#### WHAT IS EXPECTED:
Produce a verbatim copy of the following records, leaving out all pictures.

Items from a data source
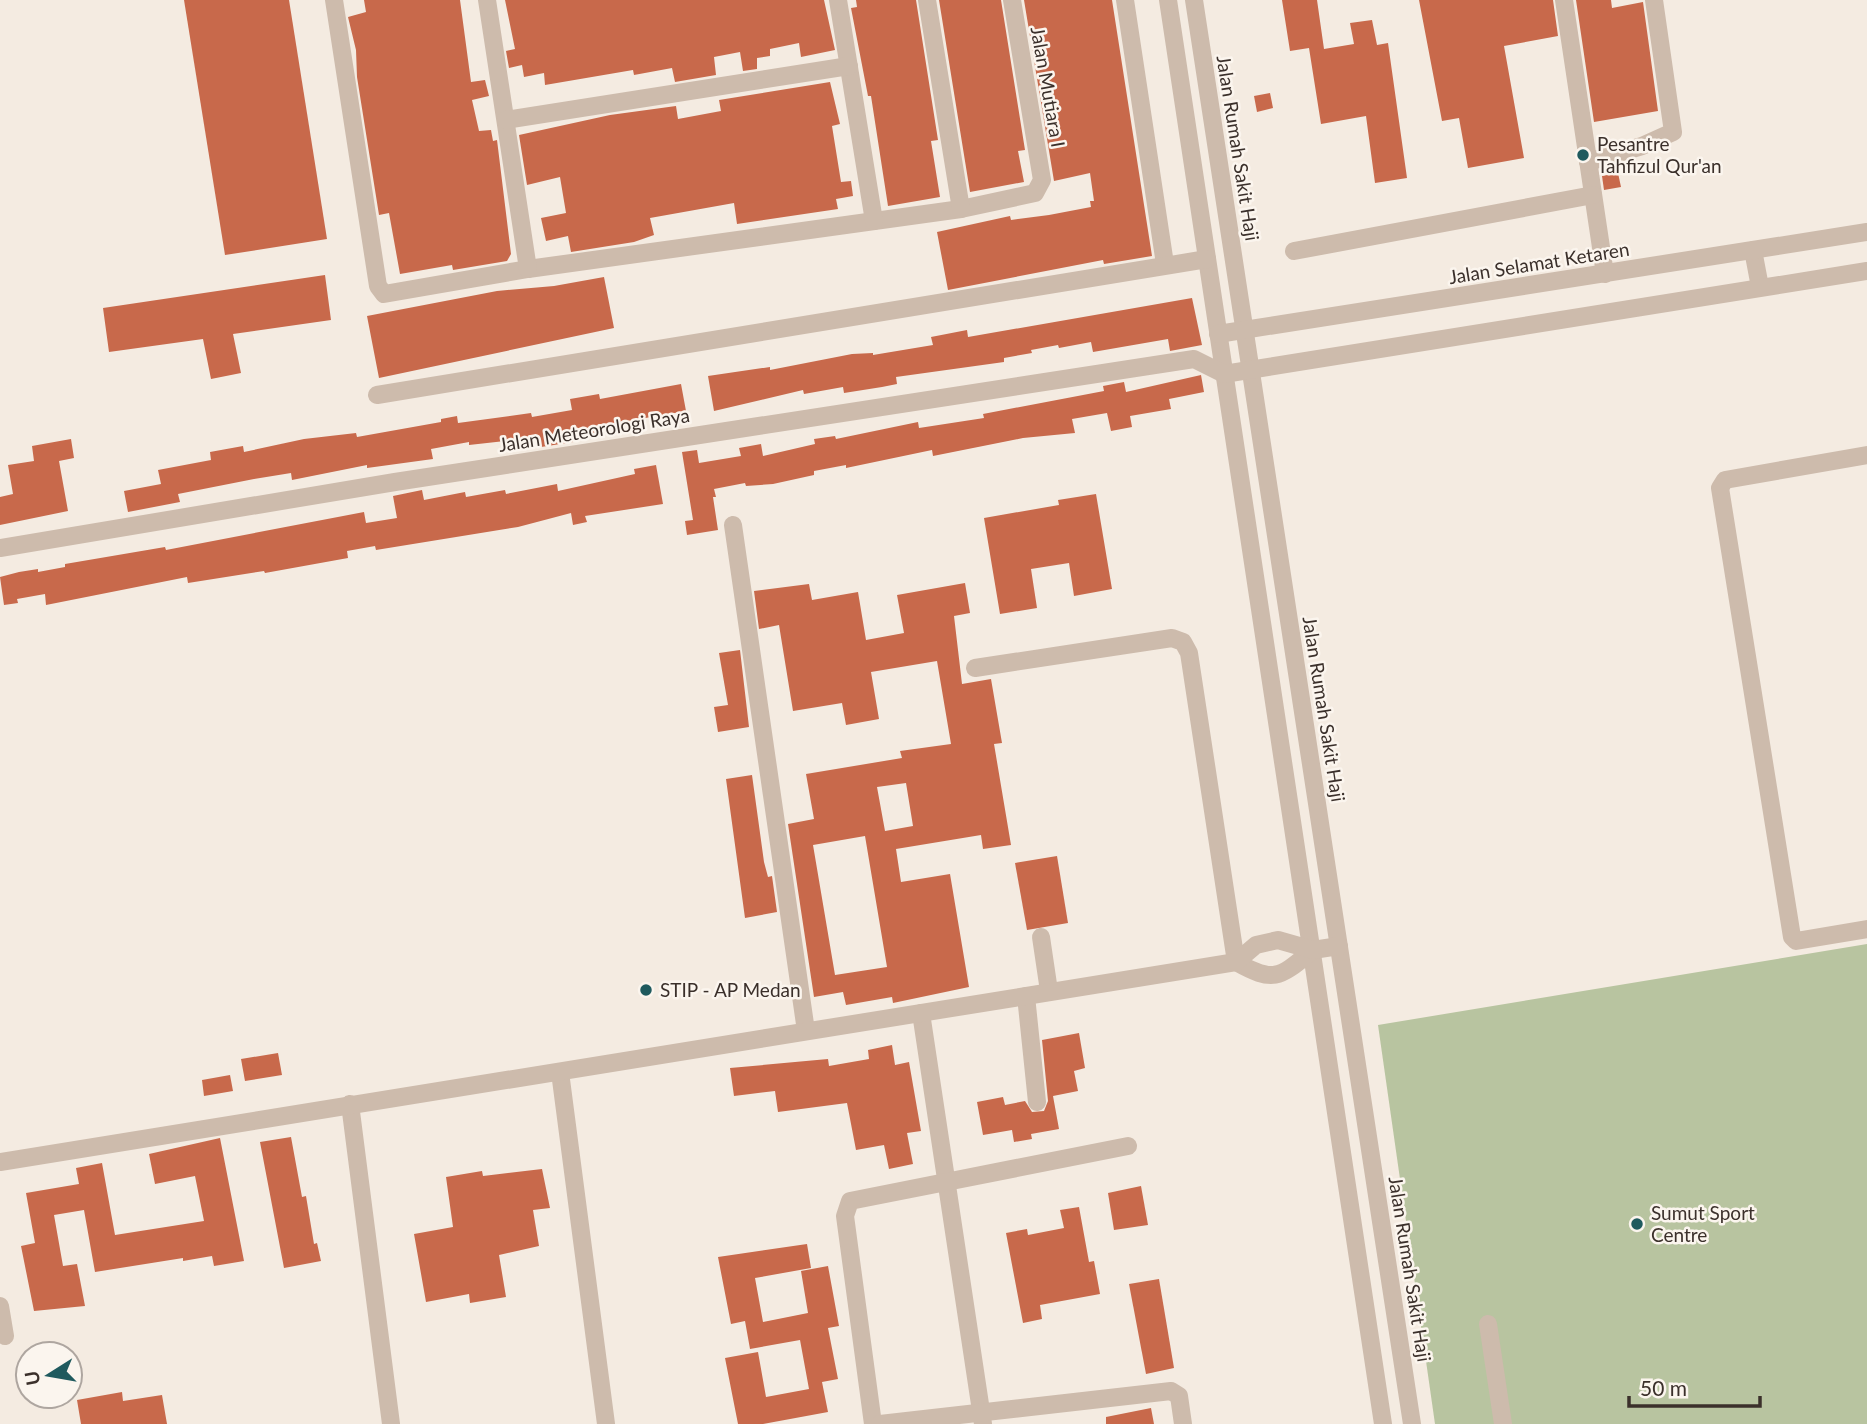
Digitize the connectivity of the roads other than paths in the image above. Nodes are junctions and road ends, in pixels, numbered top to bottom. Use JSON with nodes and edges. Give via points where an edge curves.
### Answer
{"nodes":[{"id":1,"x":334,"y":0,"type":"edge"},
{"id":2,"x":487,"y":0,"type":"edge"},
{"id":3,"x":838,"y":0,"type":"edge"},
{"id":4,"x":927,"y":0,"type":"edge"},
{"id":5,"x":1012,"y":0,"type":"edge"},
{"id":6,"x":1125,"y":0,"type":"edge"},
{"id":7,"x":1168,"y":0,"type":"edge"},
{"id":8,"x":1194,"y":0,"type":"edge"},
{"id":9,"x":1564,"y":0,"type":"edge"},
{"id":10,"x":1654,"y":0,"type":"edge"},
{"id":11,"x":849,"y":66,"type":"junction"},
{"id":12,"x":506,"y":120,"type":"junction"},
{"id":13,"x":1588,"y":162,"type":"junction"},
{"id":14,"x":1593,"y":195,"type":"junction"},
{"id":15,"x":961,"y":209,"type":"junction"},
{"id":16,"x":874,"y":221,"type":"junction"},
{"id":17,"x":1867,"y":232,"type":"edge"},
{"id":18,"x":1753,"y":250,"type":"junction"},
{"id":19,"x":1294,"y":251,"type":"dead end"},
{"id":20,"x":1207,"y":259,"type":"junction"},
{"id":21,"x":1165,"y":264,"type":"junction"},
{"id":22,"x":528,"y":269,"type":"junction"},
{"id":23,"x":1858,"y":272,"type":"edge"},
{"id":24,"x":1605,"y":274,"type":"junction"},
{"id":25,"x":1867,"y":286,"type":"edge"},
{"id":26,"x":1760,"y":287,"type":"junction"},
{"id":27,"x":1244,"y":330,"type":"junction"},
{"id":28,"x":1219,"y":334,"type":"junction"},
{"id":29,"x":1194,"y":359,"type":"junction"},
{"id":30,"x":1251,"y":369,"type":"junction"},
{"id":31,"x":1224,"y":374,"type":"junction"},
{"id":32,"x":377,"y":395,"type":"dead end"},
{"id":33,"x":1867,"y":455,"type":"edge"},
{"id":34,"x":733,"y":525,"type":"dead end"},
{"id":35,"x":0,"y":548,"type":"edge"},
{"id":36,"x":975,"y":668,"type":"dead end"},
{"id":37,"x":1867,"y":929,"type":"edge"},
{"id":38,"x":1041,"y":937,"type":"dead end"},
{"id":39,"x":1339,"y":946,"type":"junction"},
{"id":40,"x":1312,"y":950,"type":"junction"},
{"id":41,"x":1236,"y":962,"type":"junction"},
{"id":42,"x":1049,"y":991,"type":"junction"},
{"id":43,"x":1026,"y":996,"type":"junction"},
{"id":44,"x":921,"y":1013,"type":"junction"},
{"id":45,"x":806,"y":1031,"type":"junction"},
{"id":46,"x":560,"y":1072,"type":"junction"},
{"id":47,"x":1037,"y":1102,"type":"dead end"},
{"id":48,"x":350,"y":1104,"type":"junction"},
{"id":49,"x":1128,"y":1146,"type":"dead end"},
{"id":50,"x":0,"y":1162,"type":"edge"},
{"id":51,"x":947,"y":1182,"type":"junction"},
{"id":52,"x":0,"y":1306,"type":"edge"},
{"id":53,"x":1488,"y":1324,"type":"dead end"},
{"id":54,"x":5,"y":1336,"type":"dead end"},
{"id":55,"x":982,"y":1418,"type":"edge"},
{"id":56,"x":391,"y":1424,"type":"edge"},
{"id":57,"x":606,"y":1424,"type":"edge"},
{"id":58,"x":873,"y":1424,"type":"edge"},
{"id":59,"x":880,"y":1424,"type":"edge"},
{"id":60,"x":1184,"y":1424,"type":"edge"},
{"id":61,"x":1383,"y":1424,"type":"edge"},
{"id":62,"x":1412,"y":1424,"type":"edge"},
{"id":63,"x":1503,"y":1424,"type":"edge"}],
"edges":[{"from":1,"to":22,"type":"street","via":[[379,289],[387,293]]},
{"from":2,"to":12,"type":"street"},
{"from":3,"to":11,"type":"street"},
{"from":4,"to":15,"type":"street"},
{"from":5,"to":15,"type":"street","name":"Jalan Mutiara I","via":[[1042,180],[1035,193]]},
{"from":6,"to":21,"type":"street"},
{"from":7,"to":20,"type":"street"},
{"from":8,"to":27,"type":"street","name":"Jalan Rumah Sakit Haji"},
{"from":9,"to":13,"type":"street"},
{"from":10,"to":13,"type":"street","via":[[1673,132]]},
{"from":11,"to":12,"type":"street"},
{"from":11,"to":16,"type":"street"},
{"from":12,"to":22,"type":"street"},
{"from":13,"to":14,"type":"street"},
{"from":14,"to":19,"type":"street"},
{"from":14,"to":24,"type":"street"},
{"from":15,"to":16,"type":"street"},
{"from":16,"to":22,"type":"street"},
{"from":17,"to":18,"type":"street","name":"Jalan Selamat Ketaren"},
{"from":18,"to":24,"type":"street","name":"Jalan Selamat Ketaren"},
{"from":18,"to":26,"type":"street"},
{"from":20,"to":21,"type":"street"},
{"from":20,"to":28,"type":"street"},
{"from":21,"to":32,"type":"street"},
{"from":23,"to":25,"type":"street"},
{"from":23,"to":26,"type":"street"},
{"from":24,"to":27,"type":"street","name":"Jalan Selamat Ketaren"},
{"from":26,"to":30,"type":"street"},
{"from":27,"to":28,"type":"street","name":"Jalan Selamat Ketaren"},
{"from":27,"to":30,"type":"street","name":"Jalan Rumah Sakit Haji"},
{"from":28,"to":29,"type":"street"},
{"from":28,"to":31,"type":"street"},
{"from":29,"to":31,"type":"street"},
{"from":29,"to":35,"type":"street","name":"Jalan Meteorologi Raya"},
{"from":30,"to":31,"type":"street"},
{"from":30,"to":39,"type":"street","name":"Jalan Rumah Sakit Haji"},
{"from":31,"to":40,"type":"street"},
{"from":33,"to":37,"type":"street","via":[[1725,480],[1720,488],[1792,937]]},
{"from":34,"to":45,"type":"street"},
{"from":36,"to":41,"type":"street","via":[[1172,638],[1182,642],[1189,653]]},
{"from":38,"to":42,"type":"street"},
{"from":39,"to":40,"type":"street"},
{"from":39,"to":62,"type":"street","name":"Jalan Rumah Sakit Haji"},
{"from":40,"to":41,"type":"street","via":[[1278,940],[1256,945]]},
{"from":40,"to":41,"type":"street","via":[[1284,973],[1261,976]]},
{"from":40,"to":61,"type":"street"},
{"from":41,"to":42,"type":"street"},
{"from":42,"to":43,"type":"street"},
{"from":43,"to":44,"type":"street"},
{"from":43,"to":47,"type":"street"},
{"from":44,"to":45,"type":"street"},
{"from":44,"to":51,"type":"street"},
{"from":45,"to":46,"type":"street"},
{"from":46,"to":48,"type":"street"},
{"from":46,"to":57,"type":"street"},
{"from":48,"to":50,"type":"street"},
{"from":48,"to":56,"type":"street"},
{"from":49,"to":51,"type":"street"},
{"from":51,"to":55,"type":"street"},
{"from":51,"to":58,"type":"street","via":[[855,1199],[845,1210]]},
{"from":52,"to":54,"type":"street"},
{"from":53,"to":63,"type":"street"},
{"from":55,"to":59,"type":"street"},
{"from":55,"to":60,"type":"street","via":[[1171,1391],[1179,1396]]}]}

#### YOUR SOLUTION:
Digitize the connectivity of the roads other than paths in the image above. Nodes are junctions and road ends, in pixels, numbered top to bottom. Use JSON with nodes and edges. Give via points where an edge curves.
### Answer
{"nodes":[{"id":1,"x":334,"y":0,"type":"edge"},
{"id":2,"x":487,"y":0,"type":"edge"},
{"id":3,"x":838,"y":0,"type":"edge"},
{"id":4,"x":927,"y":0,"type":"edge"},
{"id":5,"x":1012,"y":0,"type":"edge"},
{"id":6,"x":1125,"y":0,"type":"edge"},
{"id":7,"x":1168,"y":0,"type":"edge"},
{"id":8,"x":1194,"y":0,"type":"edge"},
{"id":9,"x":1564,"y":0,"type":"edge"},
{"id":10,"x":1654,"y":0,"type":"edge"},
{"id":11,"x":849,"y":66,"type":"junction"},
{"id":12,"x":506,"y":120,"type":"junction"},
{"id":13,"x":1588,"y":162,"type":"junction"},
{"id":14,"x":1593,"y":195,"type":"junction"},
{"id":15,"x":961,"y":209,"type":"junction"},
{"id":16,"x":874,"y":221,"type":"junction"},
{"id":17,"x":1867,"y":232,"type":"edge"},
{"id":18,"x":1753,"y":250,"type":"junction"},
{"id":19,"x":1294,"y":251,"type":"dead end"},
{"id":20,"x":1207,"y":259,"type":"junction"},
{"id":21,"x":1165,"y":264,"type":"junction"},
{"id":22,"x":528,"y":269,"type":"junction"},
{"id":23,"x":1858,"y":272,"type":"edge"},
{"id":24,"x":1605,"y":274,"type":"junction"},
{"id":25,"x":1867,"y":286,"type":"edge"},
{"id":26,"x":1760,"y":287,"type":"junction"},
{"id":27,"x":1244,"y":330,"type":"junction"},
{"id":28,"x":1219,"y":334,"type":"junction"},
{"id":29,"x":1194,"y":359,"type":"junction"},
{"id":30,"x":1251,"y":369,"type":"junction"},
{"id":31,"x":1224,"y":374,"type":"junction"},
{"id":32,"x":377,"y":395,"type":"dead end"},
{"id":33,"x":1867,"y":455,"type":"edge"},
{"id":34,"x":733,"y":525,"type":"dead end"},
{"id":35,"x":0,"y":548,"type":"edge"},
{"id":36,"x":975,"y":668,"type":"dead end"},
{"id":37,"x":1867,"y":929,"type":"edge"},
{"id":38,"x":1041,"y":937,"type":"dead end"},
{"id":39,"x":1339,"y":946,"type":"junction"},
{"id":40,"x":1312,"y":950,"type":"junction"},
{"id":41,"x":1236,"y":962,"type":"junction"},
{"id":42,"x":1049,"y":991,"type":"junction"},
{"id":43,"x":1026,"y":996,"type":"junction"},
{"id":44,"x":921,"y":1013,"type":"junction"},
{"id":45,"x":806,"y":1031,"type":"junction"},
{"id":46,"x":560,"y":1072,"type":"junction"},
{"id":47,"x":1037,"y":1102,"type":"dead end"},
{"id":48,"x":350,"y":1104,"type":"junction"},
{"id":49,"x":1128,"y":1146,"type":"dead end"},
{"id":50,"x":0,"y":1162,"type":"edge"},
{"id":51,"x":947,"y":1182,"type":"junction"},
{"id":52,"x":0,"y":1306,"type":"edge"},
{"id":53,"x":1488,"y":1324,"type":"dead end"},
{"id":54,"x":5,"y":1336,"type":"dead end"},
{"id":55,"x":982,"y":1418,"type":"edge"},
{"id":56,"x":391,"y":1424,"type":"edge"},
{"id":57,"x":606,"y":1424,"type":"edge"},
{"id":58,"x":873,"y":1424,"type":"edge"},
{"id":59,"x":880,"y":1424,"type":"edge"},
{"id":60,"x":1184,"y":1424,"type":"edge"},
{"id":61,"x":1383,"y":1424,"type":"edge"},
{"id":62,"x":1412,"y":1424,"type":"edge"},
{"id":63,"x":1503,"y":1424,"type":"edge"}],
"edges":[{"from":1,"to":22,"type":"street","via":[[379,289],[387,293]]},
{"from":2,"to":12,"type":"street"},
{"from":3,"to":11,"type":"street"},
{"from":4,"to":15,"type":"street"},
{"from":5,"to":15,"type":"street","name":"Jalan Mutiara I","via":[[1042,180],[1035,193]]},
{"from":6,"to":21,"type":"street"},
{"from":7,"to":20,"type":"street"},
{"from":8,"to":27,"type":"street","name":"Jalan Rumah Sakit Haji"},
{"from":9,"to":13,"type":"street"},
{"from":10,"to":13,"type":"street","via":[[1673,132]]},
{"from":11,"to":12,"type":"street"},
{"from":11,"to":16,"type":"street"},
{"from":12,"to":22,"type":"street"},
{"from":13,"to":14,"type":"street"},
{"from":14,"to":19,"type":"street"},
{"from":14,"to":24,"type":"street"},
{"from":15,"to":16,"type":"street"},
{"from":16,"to":22,"type":"street"},
{"from":17,"to":18,"type":"street","name":"Jalan Selamat Ketaren"},
{"from":18,"to":24,"type":"street","name":"Jalan Selamat Ketaren"},
{"from":18,"to":26,"type":"street"},
{"from":20,"to":21,"type":"street"},
{"from":20,"to":28,"type":"street"},
{"from":21,"to":32,"type":"street"},
{"from":23,"to":25,"type":"street"},
{"from":23,"to":26,"type":"street"},
{"from":24,"to":27,"type":"street","name":"Jalan Selamat Ketaren"},
{"from":26,"to":30,"type":"street"},
{"from":27,"to":28,"type":"street","name":"Jalan Selamat Ketaren"},
{"from":27,"to":30,"type":"street","name":"Jalan Rumah Sakit Haji"},
{"from":28,"to":29,"type":"street"},
{"from":28,"to":31,"type":"street"},
{"from":29,"to":31,"type":"street"},
{"from":29,"to":35,"type":"street","name":"Jalan Meteorologi Raya"},
{"from":30,"to":31,"type":"street"},
{"from":30,"to":39,"type":"street","name":"Jalan Rumah Sakit Haji"},
{"from":31,"to":40,"type":"street"},
{"from":33,"to":37,"type":"street","via":[[1725,480],[1720,488],[1792,937]]},
{"from":34,"to":45,"type":"street"},
{"from":36,"to":41,"type":"street","via":[[1172,638],[1182,642],[1189,653]]},
{"from":38,"to":42,"type":"street"},
{"from":39,"to":40,"type":"street"},
{"from":39,"to":62,"type":"street","name":"Jalan Rumah Sakit Haji"},
{"from":40,"to":41,"type":"street","via":[[1278,940],[1256,945]]},
{"from":40,"to":41,"type":"street","via":[[1284,973],[1261,976]]},
{"from":40,"to":61,"type":"street"},
{"from":41,"to":42,"type":"street"},
{"from":42,"to":43,"type":"street"},
{"from":43,"to":44,"type":"street"},
{"from":43,"to":47,"type":"street"},
{"from":44,"to":45,"type":"street"},
{"from":44,"to":51,"type":"street"},
{"from":45,"to":46,"type":"street"},
{"from":46,"to":48,"type":"street"},
{"from":46,"to":57,"type":"street"},
{"from":48,"to":50,"type":"street"},
{"from":48,"to":56,"type":"street"},
{"from":49,"to":51,"type":"street"},
{"from":51,"to":55,"type":"street"},
{"from":51,"to":58,"type":"street","via":[[855,1199],[845,1210]]},
{"from":52,"to":54,"type":"street"},
{"from":53,"to":63,"type":"street"},
{"from":55,"to":59,"type":"street"},
{"from":55,"to":60,"type":"street","via":[[1171,1391],[1179,1396]]}]}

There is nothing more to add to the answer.